If lots, it might be worth increasing the statistics gathered on that 
column (ALTER COLUMN ... SET STATISTICS).
http://www.postgresql.org/docs/8.2/static/sql-altertable.html

The query that I would like to execute is to select all the rows of
ip_info that have either  network or host events that meet some
criteria, i.e. name='blah'.  I have 3 different possibilities that I
have thought of to execute this.

First, 2 'ip IN (SELECT ...)' statements joined by an OR:

SELECT * FROM ip_info
 WHERE ip IN (SELECT ip FROM network_events WHERE name='blah')
       OR ip IN (SELECT ip FROM host_events WHERE name='blah');

Next, 1 'ip IN (SELECT ... UNION SELECT ...) statement:

SELECT * FROM ip_info
 WHERE ip IN (SELECT ip FROM network_events WHERE name='blah'
             UNION
             SELECT ip FROM host_events WHERE name='blah');

Or, finally, the UNION statment with DISTINCTs:

SELECT * FROM ip_info
 WHERE ip IN (SELECT DISTINCT ip FROM network_events WHERE name='blah'
             UNION
             SELECT DISTINCT ip FROM host_events WHERE name='blah');

 From what I have read, the UNION statement does an implicit DISTINCT,
but I thought that doing it on each of the tables would result in
slightly faster execution.  Can you think of any other ways to
implement the previous query?

You're right about removing duplicates. Not sure whether the DISTINCTs 
on the sub-selects are helping or hindering. It'll probably depend on 
your hardware, config, number of rows etc.

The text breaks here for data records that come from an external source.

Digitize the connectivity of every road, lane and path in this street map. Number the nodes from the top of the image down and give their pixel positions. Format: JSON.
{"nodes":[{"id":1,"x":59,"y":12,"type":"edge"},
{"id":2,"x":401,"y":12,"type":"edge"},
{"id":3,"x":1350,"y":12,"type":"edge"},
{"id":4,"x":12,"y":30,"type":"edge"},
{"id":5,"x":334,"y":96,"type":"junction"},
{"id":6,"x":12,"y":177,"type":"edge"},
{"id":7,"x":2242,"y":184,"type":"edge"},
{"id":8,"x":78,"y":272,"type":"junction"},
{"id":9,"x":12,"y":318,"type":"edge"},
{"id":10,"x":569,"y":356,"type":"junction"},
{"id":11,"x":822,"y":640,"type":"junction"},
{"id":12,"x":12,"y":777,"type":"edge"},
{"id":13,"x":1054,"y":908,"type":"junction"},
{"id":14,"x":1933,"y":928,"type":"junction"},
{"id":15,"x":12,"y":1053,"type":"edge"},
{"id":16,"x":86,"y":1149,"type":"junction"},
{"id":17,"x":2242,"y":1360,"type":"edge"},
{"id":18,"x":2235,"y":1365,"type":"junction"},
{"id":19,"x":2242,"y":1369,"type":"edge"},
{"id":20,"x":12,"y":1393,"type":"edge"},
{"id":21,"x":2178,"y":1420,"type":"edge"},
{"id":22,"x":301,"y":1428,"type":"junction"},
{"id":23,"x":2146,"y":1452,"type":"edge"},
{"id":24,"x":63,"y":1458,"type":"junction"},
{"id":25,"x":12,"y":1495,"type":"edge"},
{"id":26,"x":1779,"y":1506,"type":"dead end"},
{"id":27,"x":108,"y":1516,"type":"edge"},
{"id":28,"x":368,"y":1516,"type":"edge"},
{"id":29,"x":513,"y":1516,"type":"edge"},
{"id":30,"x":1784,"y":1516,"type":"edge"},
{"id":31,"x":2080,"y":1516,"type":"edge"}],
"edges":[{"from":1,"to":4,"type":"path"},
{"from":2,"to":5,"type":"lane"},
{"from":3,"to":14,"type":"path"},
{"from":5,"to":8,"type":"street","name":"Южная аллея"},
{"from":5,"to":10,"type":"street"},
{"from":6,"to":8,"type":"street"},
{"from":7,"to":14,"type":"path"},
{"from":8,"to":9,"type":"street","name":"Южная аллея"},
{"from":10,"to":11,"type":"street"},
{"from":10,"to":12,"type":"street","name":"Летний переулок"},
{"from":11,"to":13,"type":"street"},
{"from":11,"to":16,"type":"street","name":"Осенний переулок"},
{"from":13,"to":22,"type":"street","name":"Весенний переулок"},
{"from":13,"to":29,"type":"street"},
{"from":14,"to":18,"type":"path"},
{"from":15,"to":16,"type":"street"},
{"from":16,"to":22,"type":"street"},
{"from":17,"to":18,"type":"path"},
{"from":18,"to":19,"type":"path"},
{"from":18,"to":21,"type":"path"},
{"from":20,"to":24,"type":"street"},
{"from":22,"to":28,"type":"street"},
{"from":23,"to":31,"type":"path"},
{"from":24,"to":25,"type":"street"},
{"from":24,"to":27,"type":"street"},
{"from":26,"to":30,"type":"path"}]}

The only other way I can think of for this query is to UNION two JOINs. 
Might interact well with the (name,ip) index I mentioned above.

I have explained/analyzed all the queries but, unfortunately, they are
on an isolated computer.  The gist is that, for relatively
low-incidence values of name, the UNION performs better, but for
queries on a common name, the dual-subselect query performs better.

Difficult to say much without seeing the full explain analyse. Did the 
row estimates look reasonable?

--
  Richard Huxton
  Archonet Ltd